PROBLEM DETAILS
Transcribe everything in the listing as written, and let no image into the copy.

═════ EXCERPTED RECORDS ═════

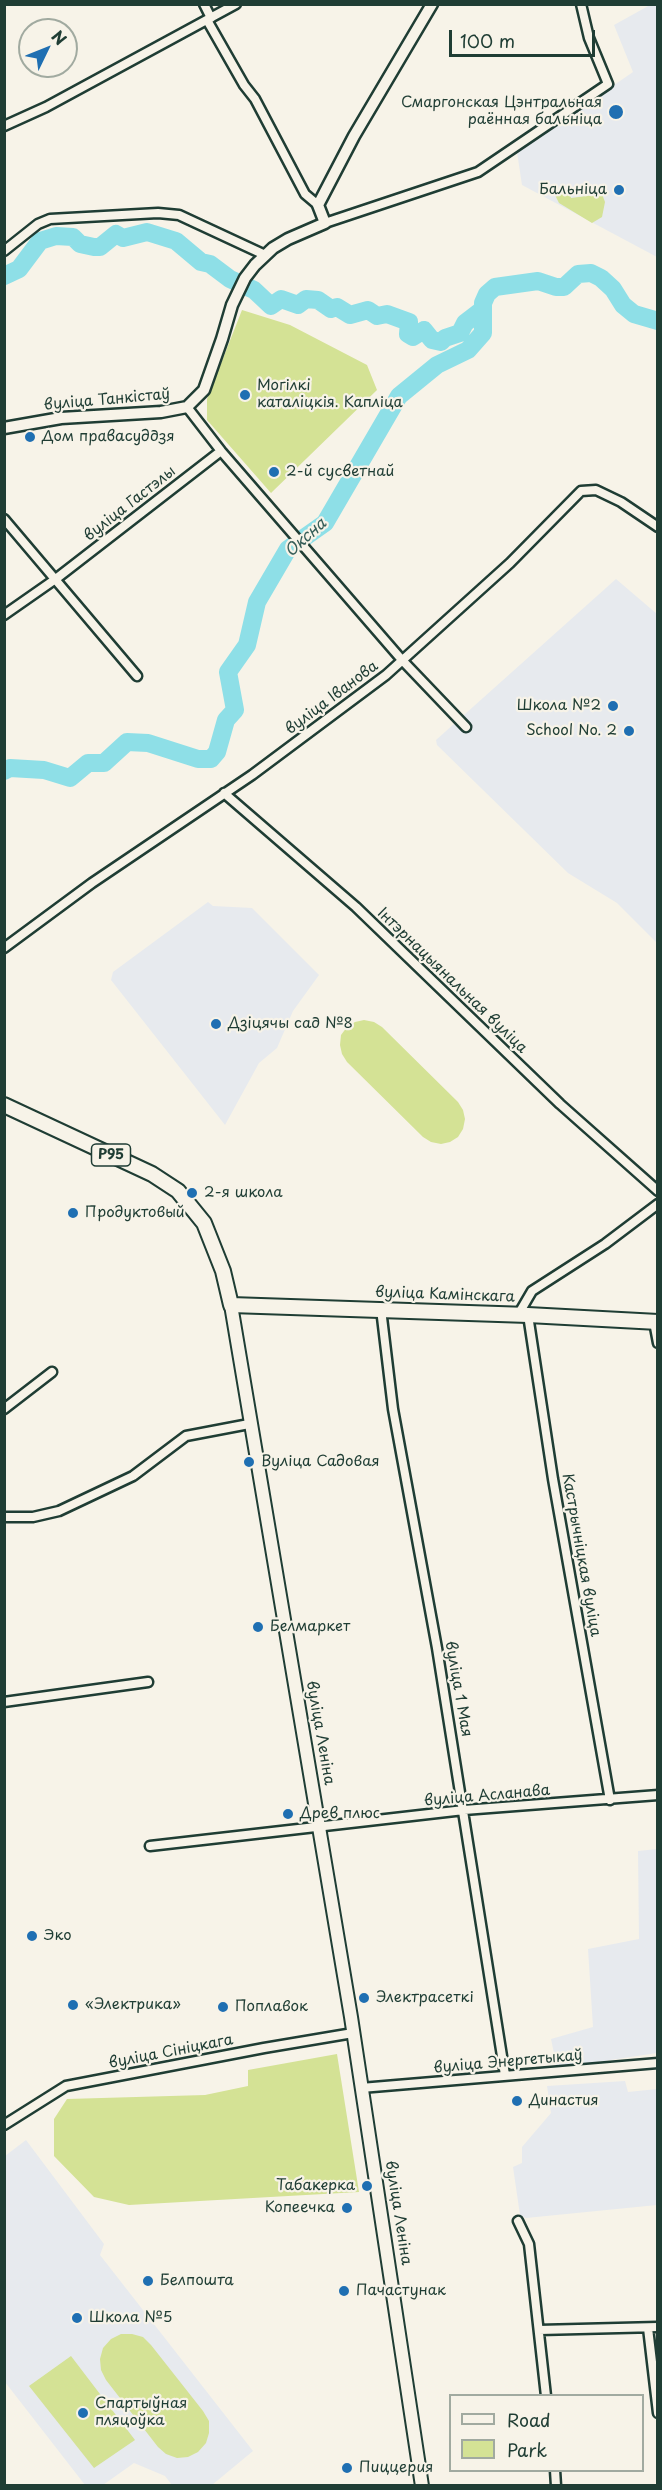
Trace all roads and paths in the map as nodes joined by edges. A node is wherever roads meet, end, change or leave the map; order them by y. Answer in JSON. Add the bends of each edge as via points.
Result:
{"nodes":[{"id":1,"x":204,"y":4,"type":"edge"},
{"id":2,"x":236,"y":4,"type":"edge"},
{"id":3,"x":432,"y":4,"type":"edge"},
{"id":4,"x":582,"y":4,"type":"edge"},
{"id":5,"x":209,"y":19,"type":"junction"},
{"id":6,"x":4,"y":126,"type":"edge"},
{"id":7,"x":318,"y":205,"type":"junction"},
{"id":8,"x":325,"y":223,"type":"junction"},
{"id":9,"x":4,"y":251,"type":"edge"},
{"id":10,"x":265,"y":255,"type":"junction"},
{"id":11,"x":187,"y":407,"type":"junction"},
{"id":12,"x":4,"y":428,"type":"edge"},
{"id":13,"x":221,"y":451,"type":"junction"},
{"id":14,"x":4,"y":519,"type":"edge"},
{"id":15,"x":657,"y":527,"type":"edge"},
{"id":16,"x":57,"y":579,"type":"junction"},
{"id":17,"x":4,"y":615,"type":"edge"},
{"id":18,"x":402,"y":660,"type":"junction"},
{"id":19,"x":137,"y":676,"type":"dead end"},
{"id":20,"x":466,"y":726,"type":"dead end"},
{"id":21,"x":225,"y":793,"type":"junction"},
{"id":22,"x":4,"y":948,"type":"edge"},
{"id":23,"x":4,"y":1105,"type":"edge"},
{"id":24,"x":657,"y":1191,"type":"edge"},
{"id":25,"x":657,"y":1204,"type":"edge"},
{"id":26,"x":231,"y":1305,"type":"junction"},
{"id":27,"x":381,"y":1309,"type":"junction"},
{"id":28,"x":523,"y":1315,"type":"junction"},
{"id":29,"x":656,"y":1322,"type":"edge"},
{"id":30,"x":657,"y":1343,"type":"edge"},
{"id":31,"x":52,"y":1372,"type":"dead end"},
{"id":32,"x":4,"y":1409,"type":"edge"},
{"id":33,"x":249,"y":1424,"type":"junction"},
{"id":34,"x":4,"y":1517,"type":"edge"},
{"id":35,"x":148,"y":1682,"type":"dead end"},
{"id":36,"x":4,"y":1702,"type":"edge"},
{"id":37,"x":657,"y":1795,"type":"edge"},
{"id":38,"x":610,"y":1800,"type":"junction"},
{"id":39,"x":464,"y":1810,"type":"junction"},
{"id":40,"x":320,"y":1828,"type":"junction"},
{"id":41,"x":150,"y":1846,"type":"dead end"},
{"id":42,"x":353,"y":2033,"type":"junction"},
{"id":43,"x":657,"y":2064,"type":"edge"},
{"id":44,"x":505,"y":2075,"type":"junction"},
{"id":45,"x":361,"y":2088,"type":"junction"},
{"id":46,"x":4,"y":2125,"type":"edge"},
{"id":47,"x":518,"y":2221,"type":"dead end"},
{"id":48,"x":653,"y":2328,"type":"edge"},
{"id":49,"x":539,"y":2330,"type":"junction"},
{"id":50,"x":546,"y":2394,"type":"edge"},
{"id":51,"x":657,"y":2413,"type":"edge"},
{"id":52,"x":422,"y":2486,"type":"edge"}],
"edges":[{"from":1,"to":5,"type":"street"},
{"from":2,"to":5,"type":"street"},
{"from":3,"to":7,"type":"street"},
{"from":4,"to":8,"type":"street","name":"вуліца Танкістаў","via":[[589,38],[608,84],[478,172]]},
{"from":5,"to":6,"type":"street"},
{"from":5,"to":7,"type":"street","via":[[305,194]]},
{"from":7,"to":8,"type":"street"},
{"from":8,"to":10,"type":"street","name":"вуліца Танкістаў","via":[[288,239]]},
{"from":9,"to":10,"type":"street","via":[[50,219],[159,213],[179,215]]},
{"from":10,"to":11,"type":"street","name":"вуліца Танкістаў","via":[[244,279],[204,390]]},
{"from":11,"to":12,"type":"street","name":"вуліца Танкістаў","via":[[61,418]]},
{"from":11,"to":13,"type":"street"},
{"from":13,"to":16,"type":"street","name":"вуліца Гастэлы"},
{"from":13,"to":18,"type":"street"},
{"from":14,"to":16,"type":"street"},
{"from":15,"to":18,"type":"street","name":"вуліца Іванова","via":[[596,490],[581,491],[510,563]]},
{"from":16,"to":17,"type":"street","name":"вуліца Гастэлы"},
{"from":16,"to":19,"type":"street"},
{"from":18,"to":20,"type":"street"},
{"from":18,"to":21,"type":"street","name":"вуліца Іванова","via":[[352,702]]},
{"from":21,"to":22,"type":"street","name":"вуліца Іванова"},
{"from":21,"to":24,"type":"street","name":"Інтэрнацыянальная вуліца","via":[[356,907],[560,1104]]},
{"from":23,"to":26,"type":"main road","name":"вуліца Леніна","number":"Р95","via":[[152,1174],[178,1191],[204,1223],[223,1271]]},
{"from":25,"to":28,"type":"street","via":[[605,1244],[532,1291]]},
{"from":26,"to":27,"type":"main road","name":"вуліца Камінскага"},
{"from":26,"to":33,"type":"main road","name":"вуліца Леніна"},
{"from":27,"to":28,"type":"main road","name":"вуліца Камінскага"},
{"from":27,"to":39,"type":"street","name":"вуліца 1 Мая","via":[[393,1409]]},
{"from":28,"to":29,"type":"main road","name":"вуліца Камінскага"},
{"from":28,"to":38,"type":"street","name":"Кастрычніцкая вуліца"},
{"from":29,"to":30,"type":"street"},
{"from":31,"to":32,"type":"street"},
{"from":33,"to":34,"type":"street","via":[[186,1436],[133,1476],[59,1511],[33,1517]]},
{"from":33,"to":40,"type":"main road","name":"вуліца Леніна"},
{"from":35,"to":36,"type":"street"},
{"from":37,"to":38,"type":"street","name":"вуліца Асланава"},
{"from":38,"to":39,"type":"street","name":"вуліца Асланава"},
{"from":39,"to":40,"type":"street","name":"вуліца Асланава"},
{"from":39,"to":44,"type":"street","name":"вуліца 1 Мая"},
{"from":40,"to":41,"type":"street","name":"вуліца Асланава"},
{"from":40,"to":42,"type":"main road","name":"вуліца Леніна"},
{"from":42,"to":45,"type":"main road","name":"вуліца Леніна"},
{"from":42,"to":46,"type":"street","name":"вуліца Сініцкага","via":[[66,2086]]},
{"from":43,"to":44,"type":"street","name":"вуліца Энергетыкаў"},
{"from":44,"to":45,"type":"street","name":"вуліца Энергетыкаў"},
{"from":45,"to":52,"type":"main road","name":"вуліца Леніна"},
{"from":47,"to":49,"type":"street","via":[[529,2244]]},
{"from":48,"to":49,"type":"street"},
{"from":48,"to":51,"type":"street"},
{"from":49,"to":50,"type":"street"}]}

═════

ANSWER SECTION
Trace all roads and paths in the map as nodes joined by edges. A node is wherever roads meet, end, change or leave the map; order them by y. Answer in JSON. Add the bends of each edge as via points.
Result:
{"nodes":[{"id":1,"x":204,"y":4,"type":"edge"},
{"id":2,"x":236,"y":4,"type":"edge"},
{"id":3,"x":432,"y":4,"type":"edge"},
{"id":4,"x":582,"y":4,"type":"edge"},
{"id":5,"x":209,"y":19,"type":"junction"},
{"id":6,"x":4,"y":126,"type":"edge"},
{"id":7,"x":318,"y":205,"type":"junction"},
{"id":8,"x":325,"y":223,"type":"junction"},
{"id":9,"x":4,"y":251,"type":"edge"},
{"id":10,"x":265,"y":255,"type":"junction"},
{"id":11,"x":187,"y":407,"type":"junction"},
{"id":12,"x":4,"y":428,"type":"edge"},
{"id":13,"x":221,"y":451,"type":"junction"},
{"id":14,"x":4,"y":519,"type":"edge"},
{"id":15,"x":657,"y":527,"type":"edge"},
{"id":16,"x":57,"y":579,"type":"junction"},
{"id":17,"x":4,"y":615,"type":"edge"},
{"id":18,"x":402,"y":660,"type":"junction"},
{"id":19,"x":137,"y":676,"type":"dead end"},
{"id":20,"x":466,"y":726,"type":"dead end"},
{"id":21,"x":225,"y":793,"type":"junction"},
{"id":22,"x":4,"y":948,"type":"edge"},
{"id":23,"x":4,"y":1105,"type":"edge"},
{"id":24,"x":657,"y":1191,"type":"edge"},
{"id":25,"x":657,"y":1204,"type":"edge"},
{"id":26,"x":231,"y":1305,"type":"junction"},
{"id":27,"x":381,"y":1309,"type":"junction"},
{"id":28,"x":523,"y":1315,"type":"junction"},
{"id":29,"x":656,"y":1322,"type":"edge"},
{"id":30,"x":657,"y":1343,"type":"edge"},
{"id":31,"x":52,"y":1372,"type":"dead end"},
{"id":32,"x":4,"y":1409,"type":"edge"},
{"id":33,"x":249,"y":1424,"type":"junction"},
{"id":34,"x":4,"y":1517,"type":"edge"},
{"id":35,"x":148,"y":1682,"type":"dead end"},
{"id":36,"x":4,"y":1702,"type":"edge"},
{"id":37,"x":657,"y":1795,"type":"edge"},
{"id":38,"x":610,"y":1800,"type":"junction"},
{"id":39,"x":464,"y":1810,"type":"junction"},
{"id":40,"x":320,"y":1828,"type":"junction"},
{"id":41,"x":150,"y":1846,"type":"dead end"},
{"id":42,"x":353,"y":2033,"type":"junction"},
{"id":43,"x":657,"y":2064,"type":"edge"},
{"id":44,"x":505,"y":2075,"type":"junction"},
{"id":45,"x":361,"y":2088,"type":"junction"},
{"id":46,"x":4,"y":2125,"type":"edge"},
{"id":47,"x":518,"y":2221,"type":"dead end"},
{"id":48,"x":653,"y":2328,"type":"edge"},
{"id":49,"x":539,"y":2330,"type":"junction"},
{"id":50,"x":546,"y":2394,"type":"edge"},
{"id":51,"x":657,"y":2413,"type":"edge"},
{"id":52,"x":422,"y":2486,"type":"edge"}],
"edges":[{"from":1,"to":5,"type":"street"},
{"from":2,"to":5,"type":"street"},
{"from":3,"to":7,"type":"street"},
{"from":4,"to":8,"type":"street","name":"вуліца Танкістаў","via":[[589,38],[608,84],[478,172]]},
{"from":5,"to":6,"type":"street"},
{"from":5,"to":7,"type":"street","via":[[305,194]]},
{"from":7,"to":8,"type":"street"},
{"from":8,"to":10,"type":"street","name":"вуліца Танкістаў","via":[[288,239]]},
{"from":9,"to":10,"type":"street","via":[[50,219],[159,213],[179,215]]},
{"from":10,"to":11,"type":"street","name":"вуліца Танкістаў","via":[[244,279],[204,390]]},
{"from":11,"to":12,"type":"street","name":"вуліца Танкістаў","via":[[61,418]]},
{"from":11,"to":13,"type":"street"},
{"from":13,"to":16,"type":"street","name":"вуліца Гастэлы"},
{"from":13,"to":18,"type":"street"},
{"from":14,"to":16,"type":"street"},
{"from":15,"to":18,"type":"street","name":"вуліца Іванова","via":[[596,490],[581,491],[510,563]]},
{"from":16,"to":17,"type":"street","name":"вуліца Гастэлы"},
{"from":16,"to":19,"type":"street"},
{"from":18,"to":20,"type":"street"},
{"from":18,"to":21,"type":"street","name":"вуліца Іванова","via":[[352,702]]},
{"from":21,"to":22,"type":"street","name":"вуліца Іванова"},
{"from":21,"to":24,"type":"street","name":"Інтэрнацыянальная вуліца","via":[[356,907],[560,1104]]},
{"from":23,"to":26,"type":"main road","name":"вуліца Леніна","number":"Р95","via":[[152,1174],[178,1191],[204,1223],[223,1271]]},
{"from":25,"to":28,"type":"street","via":[[605,1244],[532,1291]]},
{"from":26,"to":27,"type":"main road","name":"вуліца Камінскага"},
{"from":26,"to":33,"type":"main road","name":"вуліца Леніна"},
{"from":27,"to":28,"type":"main road","name":"вуліца Камінскага"},
{"from":27,"to":39,"type":"street","name":"вуліца 1 Мая","via":[[393,1409]]},
{"from":28,"to":29,"type":"main road","name":"вуліца Камінскага"},
{"from":28,"to":38,"type":"street","name":"Кастрычніцкая вуліца"},
{"from":29,"to":30,"type":"street"},
{"from":31,"to":32,"type":"street"},
{"from":33,"to":34,"type":"street","via":[[186,1436],[133,1476],[59,1511],[33,1517]]},
{"from":33,"to":40,"type":"main road","name":"вуліца Леніна"},
{"from":35,"to":36,"type":"street"},
{"from":37,"to":38,"type":"street","name":"вуліца Асланава"},
{"from":38,"to":39,"type":"street","name":"вуліца Асланава"},
{"from":39,"to":40,"type":"street","name":"вуліца Асланава"},
{"from":39,"to":44,"type":"street","name":"вуліца 1 Мая"},
{"from":40,"to":41,"type":"street","name":"вуліца Асланава"},
{"from":40,"to":42,"type":"main road","name":"вуліца Леніна"},
{"from":42,"to":45,"type":"main road","name":"вуліца Леніна"},
{"from":42,"to":46,"type":"street","name":"вуліца Сініцкага","via":[[66,2086]]},
{"from":43,"to":44,"type":"street","name":"вуліца Энергетыкаў"},
{"from":44,"to":45,"type":"street","name":"вуліца Энергетыкаў"},
{"from":45,"to":52,"type":"main road","name":"вуліца Леніна"},
{"from":47,"to":49,"type":"street","via":[[529,2244]]},
{"from":48,"to":49,"type":"street"},
{"from":48,"to":51,"type":"street"},
{"from":49,"to":50,"type":"street"}]}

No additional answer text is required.